WASHINGTON -- Chief Justice John G. Roberts Jr. did not seem happy during a Supreme Court argument on Monday about whether the Clean Water Act applies to runoff from logging roads. The source of his frustration was a last-minute action from the Environmental Protection Agency that was expressly calculated to address the legal issues before the court.
"Were you as surprised as we were?" Chief Justice Roberts asked a lawyer for the government, referring to a new regulation, issued Friday afternoon, that said permits are not required for the runoff at issue in the case.
The lawyer, Malcolm L. Stewart, said his office had known the measure was "a strong possibility" since early November.
The chief justice said it would have been nice to have heard about that. "Maybe in the future," he told Mr. Stewart, "you could let us know."
"There were 875 pages on the merits briefing in this case," the chief justice added, "and if we knew that the final rule was imminent, we could have rescheduled the case for April or something along those lines."
Mr. Stewart acknowledged that "obviously, it's suboptimal for the new rule to be issued the Friday before oral argument."

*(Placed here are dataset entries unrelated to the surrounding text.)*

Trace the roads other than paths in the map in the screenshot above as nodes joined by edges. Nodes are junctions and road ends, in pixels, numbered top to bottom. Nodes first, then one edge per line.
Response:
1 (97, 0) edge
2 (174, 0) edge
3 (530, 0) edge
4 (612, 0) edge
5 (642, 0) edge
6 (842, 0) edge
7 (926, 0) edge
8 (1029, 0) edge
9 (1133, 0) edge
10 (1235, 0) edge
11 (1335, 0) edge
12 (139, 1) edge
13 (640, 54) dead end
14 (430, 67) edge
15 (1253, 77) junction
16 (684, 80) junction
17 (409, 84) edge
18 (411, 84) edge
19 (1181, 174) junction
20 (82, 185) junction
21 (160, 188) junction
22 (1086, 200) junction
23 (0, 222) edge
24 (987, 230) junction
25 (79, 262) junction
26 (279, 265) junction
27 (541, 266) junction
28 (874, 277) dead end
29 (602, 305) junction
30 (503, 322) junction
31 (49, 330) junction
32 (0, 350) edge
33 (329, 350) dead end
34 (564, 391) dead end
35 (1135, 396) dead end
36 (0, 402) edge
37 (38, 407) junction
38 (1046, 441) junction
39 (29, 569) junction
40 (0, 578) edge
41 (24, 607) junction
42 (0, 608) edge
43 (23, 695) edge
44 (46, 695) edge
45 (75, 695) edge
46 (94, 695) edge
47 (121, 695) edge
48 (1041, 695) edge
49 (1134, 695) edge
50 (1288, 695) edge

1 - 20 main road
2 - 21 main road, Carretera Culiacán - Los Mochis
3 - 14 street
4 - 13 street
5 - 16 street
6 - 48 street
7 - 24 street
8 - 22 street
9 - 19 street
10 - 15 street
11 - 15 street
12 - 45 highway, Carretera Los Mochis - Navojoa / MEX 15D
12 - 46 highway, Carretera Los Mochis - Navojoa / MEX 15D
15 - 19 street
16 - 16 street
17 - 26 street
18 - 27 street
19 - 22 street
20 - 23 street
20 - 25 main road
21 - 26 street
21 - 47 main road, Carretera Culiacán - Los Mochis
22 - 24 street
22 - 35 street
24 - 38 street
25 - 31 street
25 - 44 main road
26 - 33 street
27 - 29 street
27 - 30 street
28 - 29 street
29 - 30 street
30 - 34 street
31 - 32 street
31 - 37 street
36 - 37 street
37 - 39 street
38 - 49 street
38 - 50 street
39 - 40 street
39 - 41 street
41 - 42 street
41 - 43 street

"But, it would have been even worse, I think," he went on, "from the standpoint of the parties and the court's decision-making processes if the rule had been issued a week or two after the court heard oral argument."
The regulatory development, if not its exact timing, could not have come as a complete surprise to the justices. In May, the government urged the court not to hear the case, in part because the agency was considering new rules.
The back-and-forth on Monday followed a similarly testy exchange between Chief Justice Roberts and another government lawyer last week in US Airways v. McCutchen, No. 11-1285, a case about when health plans must be paid back from injury awards. In that case, the chief justice chastised Joseph R. Palmore for saying in a brief that the secretary of labor had changed a legal position "upon further reflection."
"That is not the reason," Chief Justice Roberts said. "It wasn't further reflection. We have a new secretary under a new administration."
"We are seeing a lot of that lately," he added, calling the government's advocacy "a little disingenuous."
Much of the argument on Monday was devoted to the consequences of the new environmental regulation for the two consolidated cases before the justices, Decker v. Northwest Environmental Defense Center, No. 11-338, and Georgia-Pacific West v. Northwest Environmental Defense Center, No. 11-347. They arose from suits against logging companies and Oregon forestry officials under the Clean Water Act, saying the defendants were required to obtain permits for runoff from logging roads that ran through ditches and culverts.
The E.P.A. has long taken the opposite view, and the ultimate answer to whether the Clean Water Act applies to hundreds of thousands of miles of logging roads is quite consequential, as it could provide a tool for conservationists to block logging where silty runoff would choke forest streams. But it seemed on Monday that even a partial answer would have to wait.
Mr. Stewart, the government lawyer, urged the court to dismiss the case as moot.
His ostensible ally, Timothy S. Bishop, a lawyer for several lumber companies, took a different approach, asking the court to decide the case anyway.
Chief Justice Roberts asked why that was needed, given that his clients were "getting almost all the relief they're looking for under the new rule issued on Friday."
Mr. Bishop said the court should address the meaning of a provision of the Clean Water Act underlying the regulation. Justice Ruth Bader Ginsburg responded that the question had not been addressed by the appeals court.
"This court is a court of review, not first view," she said, "and we don't take questions that haven't been aired below."
Jeffrey L. Fisher, a lawyer for the environmental group, asked the justices simply to dismiss the appeal and let the lower courts sort things out. He added that the new regulations only added further complications and ambiguities.
Justice Stephen G. Breyer did not participate in Monday's argument. Judge Charles R. Breyer, his brother, had sat on the appeals court panel whose decision was under review.